### [Assignment]
Report all lines of the records that contain "姫路バイパス".

══════════════════════════════

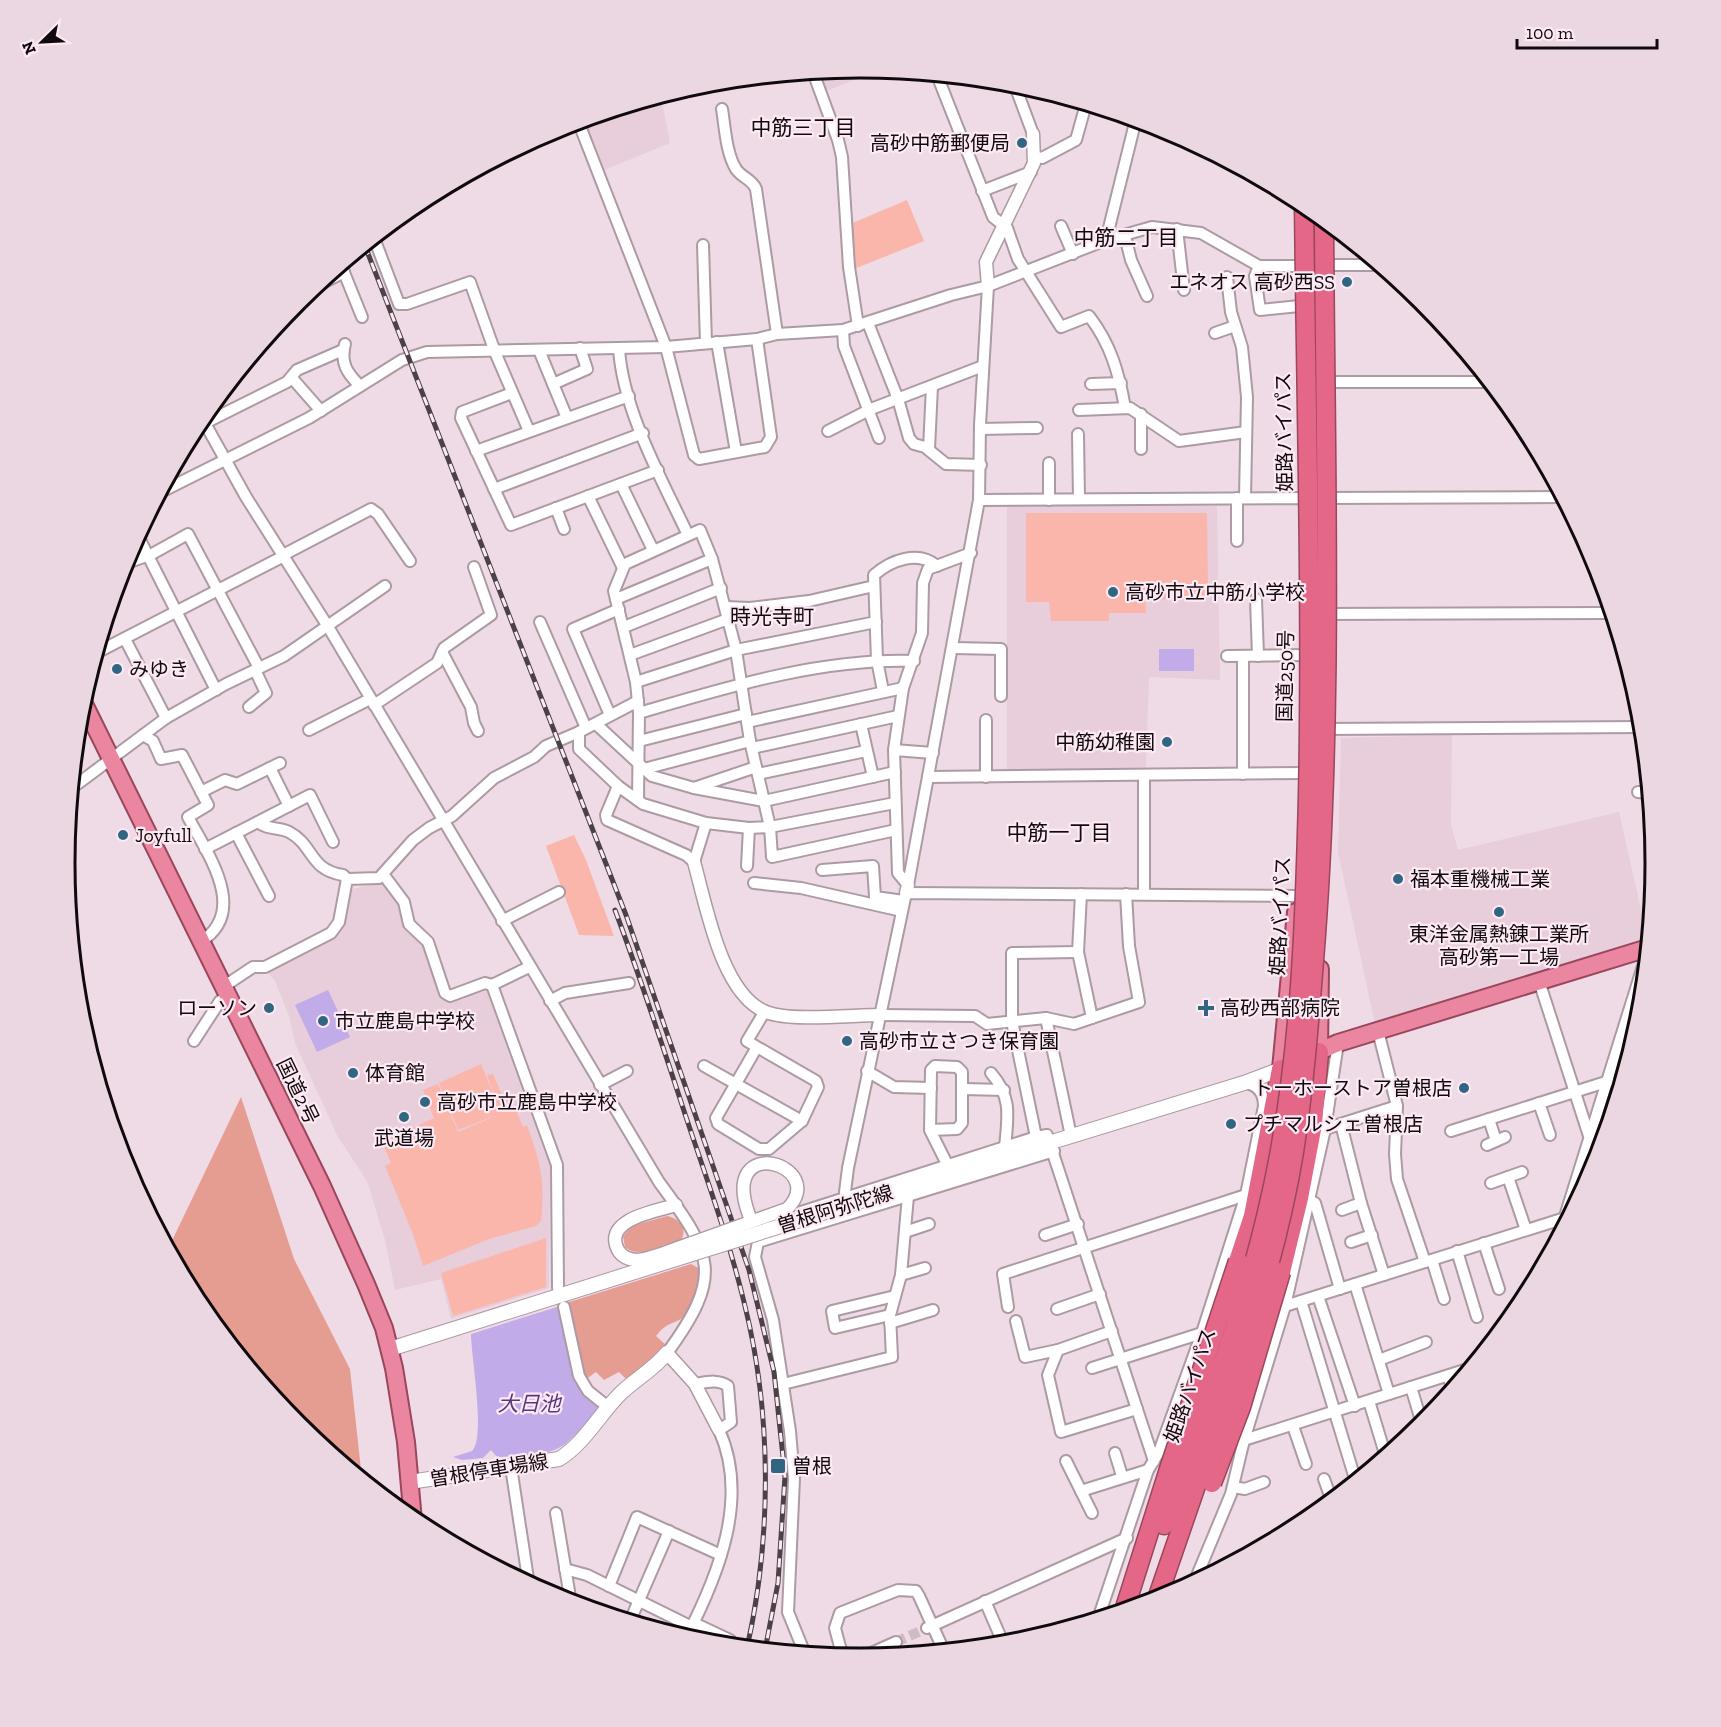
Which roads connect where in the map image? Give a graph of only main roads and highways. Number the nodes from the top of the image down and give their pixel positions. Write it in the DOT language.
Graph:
graph roads {
  1 [pos="1304,215"];
  2 [pos="1309,219"];
  3 [pos="1318,225"];
  4 [pos="1324,229"];
  5 [pos="1314,265"];
  6 [pos="1316,498"];
  7 [pos="89,715"];
  8 [pos="1640,951"];
  9 [pos="1319,1052"];
  10 [pos="1281,1069"];
  11 [pos="390,1350"];
  12 [pos="667,1353"];
  13 [pos="1178,1471"];
  14 [pos="410,1482"];
  15 [pos="412,1508"];
  16 [pos="1161,1589"];
  17 [pos="1132,1600"];
  1 -- 13 [label="highway, 姫路バイパス, bridge"];
  2 -- 5 [label="highway, 国道250号"];
  3 -- 5 [label="highway, 国道250号"];
  4 -- 13 [label="highway, 姫路バイパス, bridge"];
  5 -- 6 [label="highway, 国道250号"];
  5 -- 6 [label="highway, 国道250号"];
  6 -- 9 [label="highway, 国道250号"];
  6 -- 10 [label="highway, 国道250号"];
  7 -- 11 [label="highway, 国道2号"];
  8 -- 9 [label="highway"];
  9 -- 10 [label="highway"];
  9 -- 13 [label="highway, bridge"];
  10 -- 11 [label="main road, 曽根阿弥陀線, bridge"];
  10 -- 13 [label="highway, bridge"];
  11 -- 14 [label="highway, 国道2号"];
  12 -- 14 [label="main road, 曽根停車場線"];
  13 -- 16 [label="highway, 姫路バイパス"];
  13 -- 17 [label="highway"];
  14 -- 15 [label="highway, 国道2号"];
}
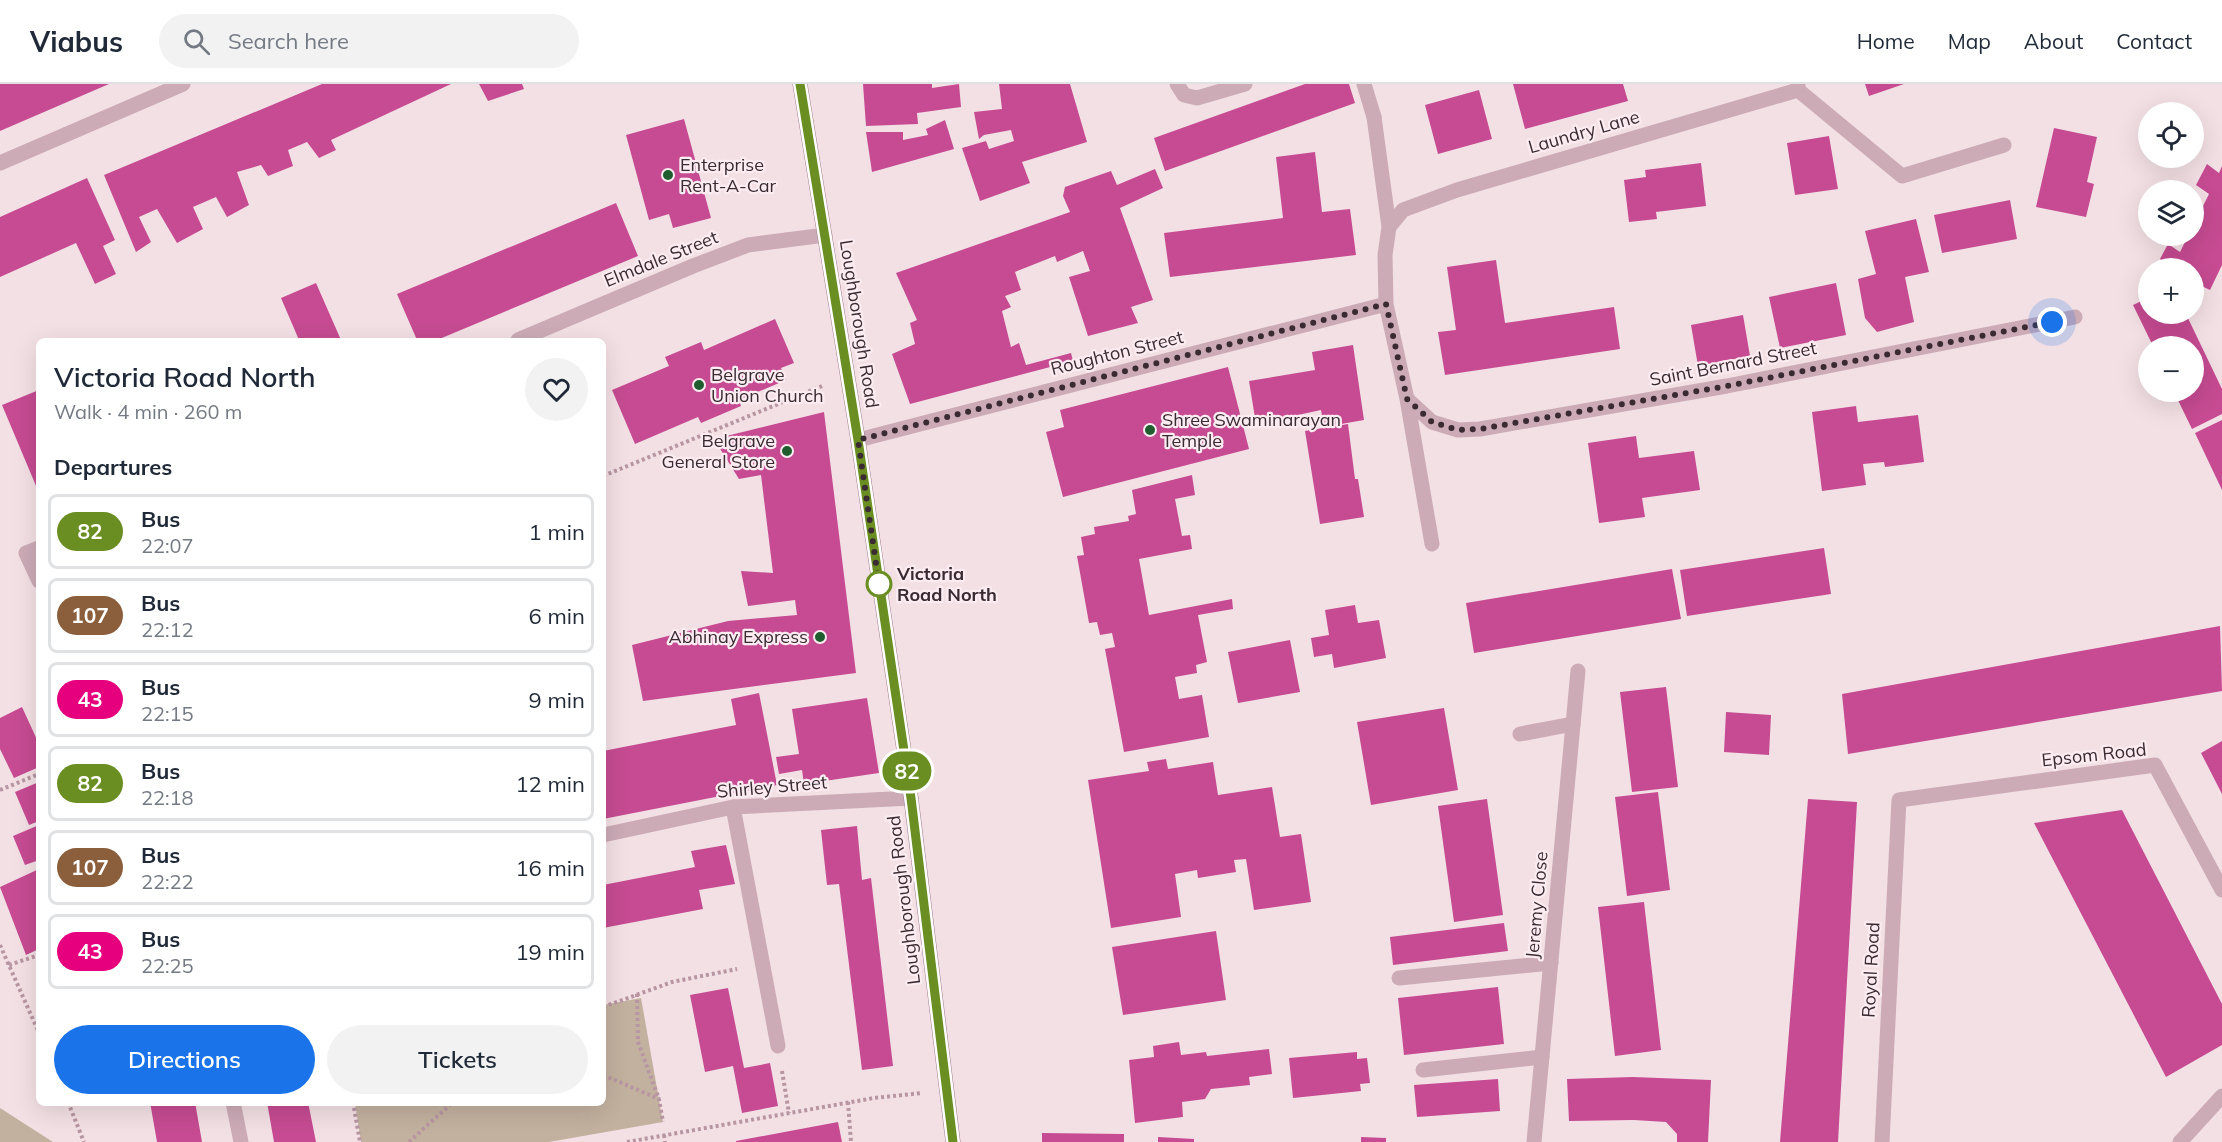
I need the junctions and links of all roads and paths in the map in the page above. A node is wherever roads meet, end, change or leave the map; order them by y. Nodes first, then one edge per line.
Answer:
1 (183, 84) edge
2 (800, 84) edge
3 (1177, 84) edge
4 (1245, 84) edge
5 (1364, 84) edge
6 (1798, 87) edge
7 (2004, 145) dead end
8 (0, 163) edge
9 (1389, 227) junction
10 (825, 235) junction
11 (1386, 304) junction
12 (2075, 317) dead end
13 (523, 338) edge
14 (848, 375) junction
15 (1407, 399) junction
16 (858, 440) junction
17 (606, 475) edge
18 (1432, 543) dead end
19 (36, 549) edge
20 (36, 575) edge
21 (1578, 671) dead end
22 (1573, 724) junction
23 (1520, 734) dead end
24 (36, 775) edge
25 (0, 790) edge
26 (911, 798) junction
27 (1899, 800) joint
28 (732, 807) junction
29 (606, 834) edge
30 (2222, 890) edge
31 (0, 945) edge
32 (36, 956) edge
33 (1551, 963) junction
34 (762, 964) junction
35 (9, 965) junction
36 (1400, 978) dead end
37 (637, 994) junction
38 (606, 1006) edge
39 (36, 1026) edge
40 (778, 1046) joint
41 (1542, 1057) junction
42 (1424, 1070) dead end
43 (606, 1076) edge
44 (946, 1090) junction
45 (2222, 1096) edge
46 (659, 1099) junction
47 (848, 1102) junction
48 (70, 1106) edge
49 (234, 1106) edge
50 (354, 1106) edge
51 (449, 1106) edge
52 (789, 1113) junction
53 (663, 1122) dead end
54 (664, 1135) junction
55 (84, 1142) edge
56 (241, 1142) edge
57 (360, 1142) edge
58 (410, 1142) edge
59 (627, 1142) edge
60 (665, 1142) edge
61 (851, 1142) edge
62 (953, 1142) edge
63 (1534, 1142) edge
64 (1882, 1142) edge
65 (2180, 1142) edge

1 - 8 street
2 - 10 street, Loughborough Road
3 - 4 street
5 - 9 street
6 - 7 street, Laundry Lane
6 - 9 street, Laundry Lane
9 - 11 street
10 - 13 street, Elmdale Street
10 - 14 street, Loughborough Road
11 - 15 street
11 - 16 street, Roughton Street
12 - 15 street, Saint Bernard Street
14 - 16 street, Loughborough Road
14 - 17 path
15 - 18 street
16 - 26 street, Loughborough Road
19 - 20 street
21 - 22 street, Jeremy Close
22 - 23 street
22 - 33 street, Jeremy Close
24 - 25 path
26 - 28 street, Shirley Street
26 - 44 street, Loughborough Road
27 - 30 street, Epsom Road
27 - 64 street, Royal Road
28 - 29 street, Shirley Street
28 - 34 street
31 - 35 path
32 - 35 path
33 - 36 street
33 - 41 street, Jeremy Close
34 - 37 path
34 - 40 street
35 - 39 path
37 - 38 path
37 - 46 path
40 - 52 path
41 - 42 street
41 - 63 street, Jeremy Close
43 - 46 path
44 - 47 path
44 - 62 street, Loughborough Road
45 - 65 street
46 - 53 path
47 - 52 path
47 - 61 path
48 - 55 path
49 - 56 street
50 - 57 path
51 - 58 path
52 - 54 path
54 - 59 path
54 - 60 path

══════════════════════════════

### [Written reply]
  1 -- 13 [label="highway, 姫路バイパス, bridge"];
  4 -- 13 [label="highway, 姫路バイパス, bridge"];
  13 -- 16 [label="highway, 姫路バイパス"];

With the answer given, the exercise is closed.